The privileged role that faith plays in politics is therefore often under attack. Only last month, Lord Falconer objected to religious arguments being used to oppose the assisted dying bill and, according to a YouGov survey from last year, over a fifth of Brits think religious people should not even be permitted to hold political office, let alone make religious arguments.
But faith-based arguments are unavoidable, whether you like it or not. Politicians disagree about values all the time – whether it is about the permissibility of financing violence in the context of the War in Ukraine or the morality of keeping possession of sculptures made in other countries, as is the case with the Elgin Marbles. And if politicians are to have reasons for why they hold to a certain value – as they should, given that the alternative is their values being arbitrary – it is difficult for them to give one except by appealing to a reason that is ultimately religious.

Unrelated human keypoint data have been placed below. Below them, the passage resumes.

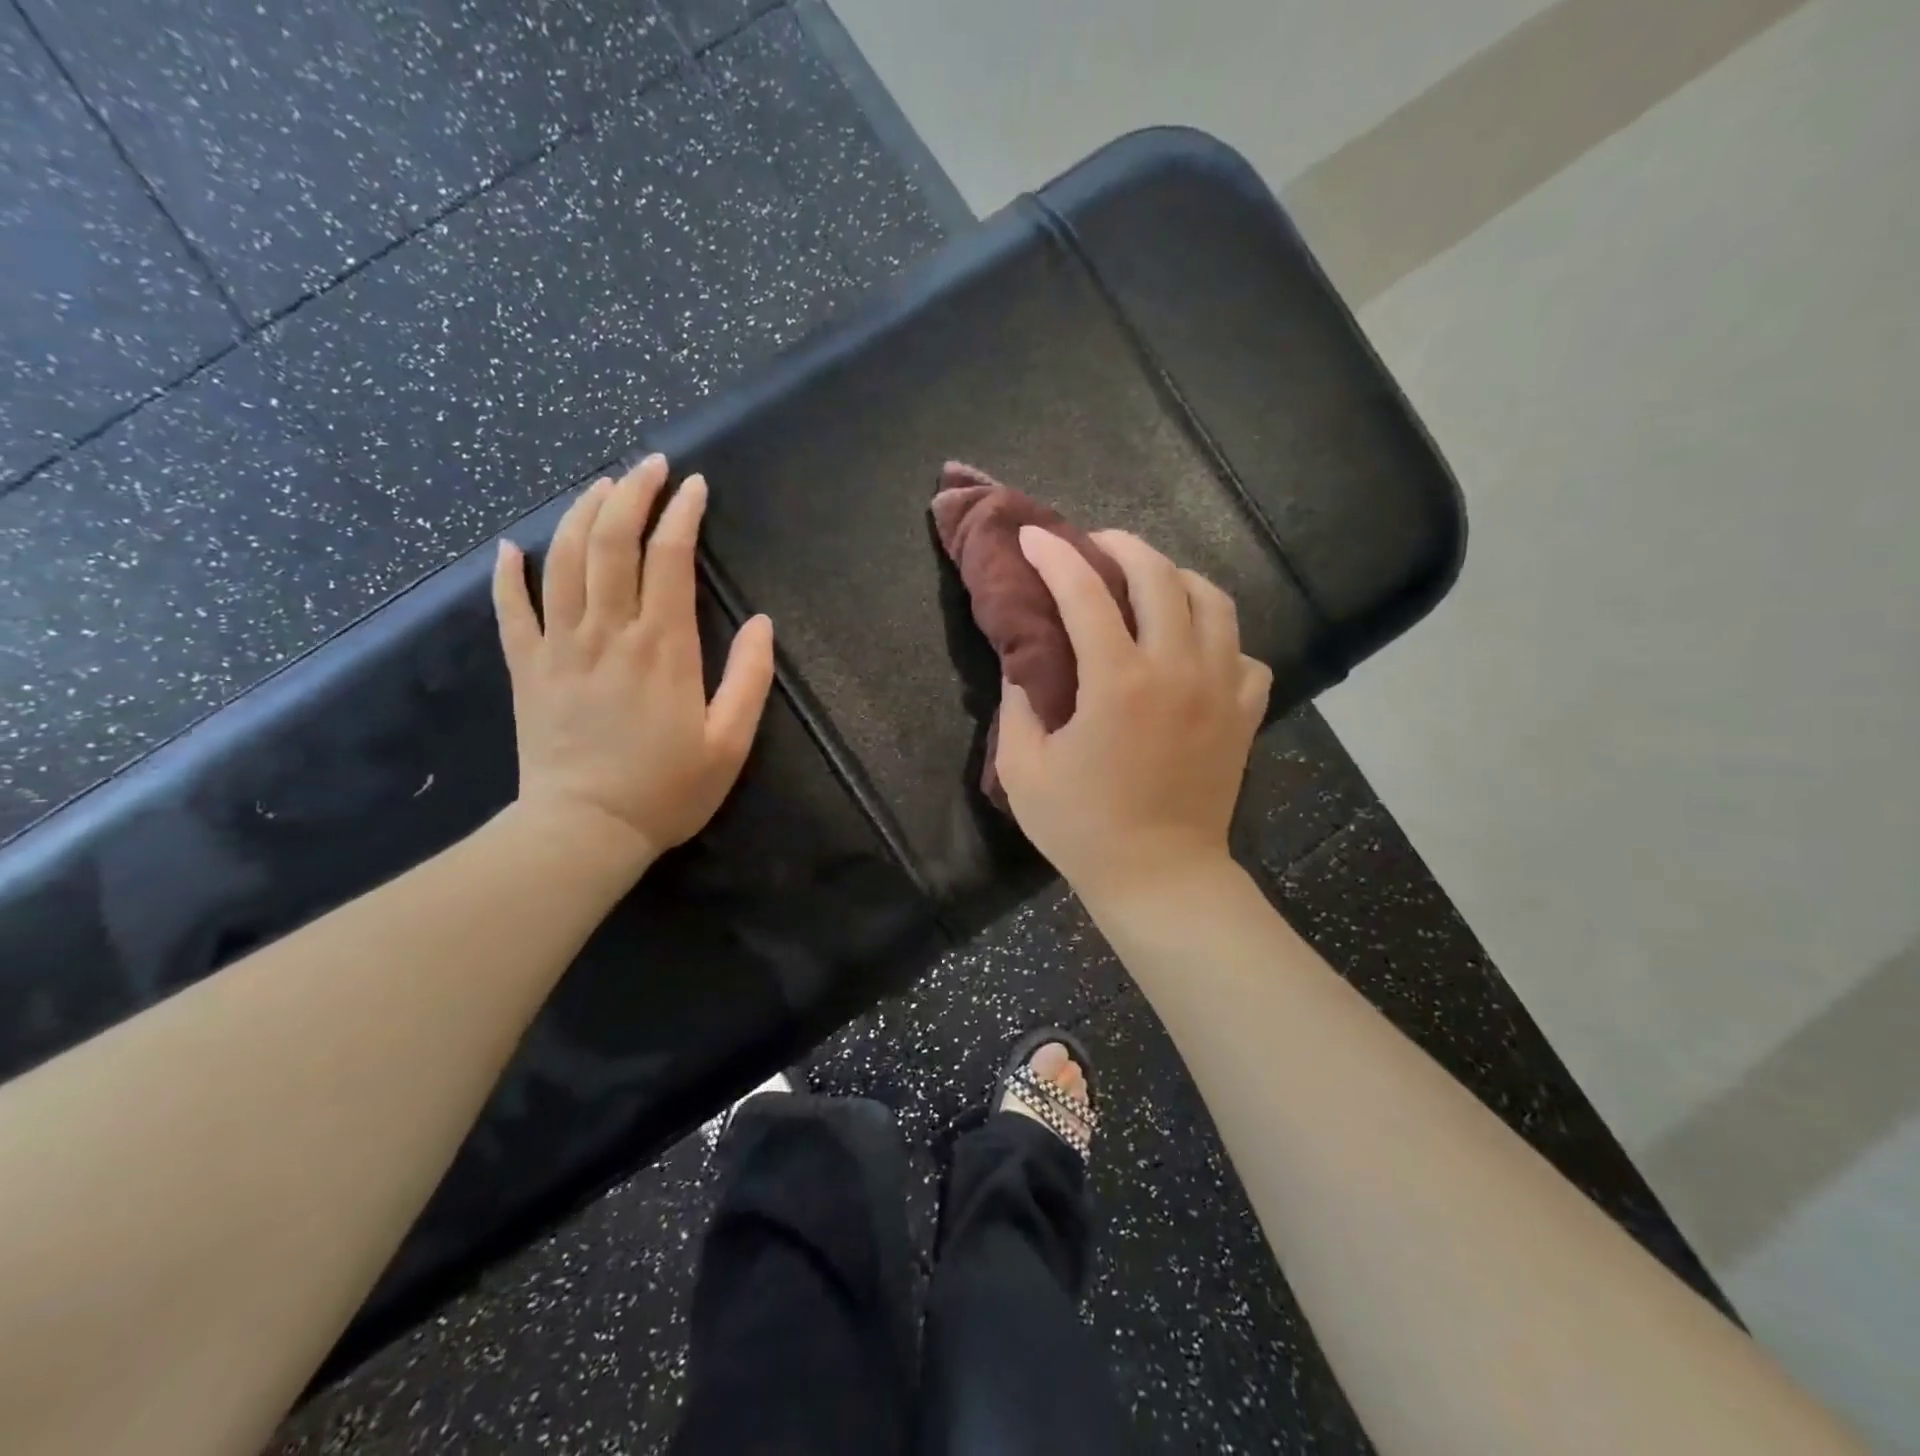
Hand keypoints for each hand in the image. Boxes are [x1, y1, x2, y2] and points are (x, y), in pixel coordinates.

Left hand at [492, 455, 774, 868]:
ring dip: (582, 515)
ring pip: (564, 562)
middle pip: (612, 544)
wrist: (585, 830)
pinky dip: (508, 574)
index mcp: (663, 649)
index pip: (669, 560)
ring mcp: (559, 648)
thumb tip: (763, 624)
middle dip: (631, 494)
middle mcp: (608, 634)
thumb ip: (750, 679)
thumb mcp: (730, 743)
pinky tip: (512, 546)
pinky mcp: (527, 669)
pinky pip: (510, 610)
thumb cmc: (667, 790)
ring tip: (600, 486)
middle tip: (648, 464)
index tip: (694, 486)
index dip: (682, 515)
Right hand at [996, 526, 1271, 906]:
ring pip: (1214, 600)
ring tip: (1149, 584)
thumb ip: (1017, 705)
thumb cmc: (1083, 828)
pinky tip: (1195, 648)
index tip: (1033, 536)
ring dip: (1177, 577)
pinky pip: (1244, 651)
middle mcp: (1178, 669)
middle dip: (1122, 545)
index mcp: (1118, 682)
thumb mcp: (1023, 770)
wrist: (1160, 876)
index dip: (1054, 555)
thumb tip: (1023, 662)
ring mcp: (1222, 688)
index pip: (1084, 592)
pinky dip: (1218, 637)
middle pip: (1160, 575)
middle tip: (1094, 546)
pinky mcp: (1246, 713)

Indeed, people scarcely realise just how many arguments we take for granted in everyday debate are religious in origin. Take property rights – if you believe in them, you owe the rationale for that belief to John Locke, but Locke’s argument for property rights is explicitly religious and based on his view that, since we are made in God’s image, we can have rights over the fruits of our labour analogously to how God has rights over all of creation. If you reject that argument, your belief in property rights might be unfounded.
No such thing as neutral
Many great twentieth-century philosophers were aware of this problem and tried to resolve it, including John Rawls, Ronald Dworkin and Thomas Nagel – names familiar to any student of political philosophy. They aspired to create a ‘neutral’ worldview, one independent of any person’s religious beliefs. Rawls tried to do this by coming up with a list of things that reasonable persons can all agree are important and saying that the government should only work on those things. The new problem then was that nobody could agree on who counts as a reasonable person and what should go on the list.
Ultimately, the project of finding a ‘neutral’ worldview is folly. We must always refer to some deeper truths to justify our political beliefs.
Okay, you might concede – but those deeper truths do not have to be religious. Contemporary humanists, for instance, attempt to provide a framework for life that does not appeal to religious reasons. But, by doing that, they are offering merely a different kind of religion. Humanists UK’s website states that they believe in placing “human welfare and happiness at the centre of their [decisions]”. This is lovely, but it is no different from a religious person saying that their decisions are led by the belief that all life is sacred. Both are just as contestable. Both are also either founded upon some further belief – which itself begs for justification – or are accepted without some further justification – in other words, on blind faith.
Whether you like it or not, this Christmas, your politics ultimately rests on some blind faith – whether religious or not.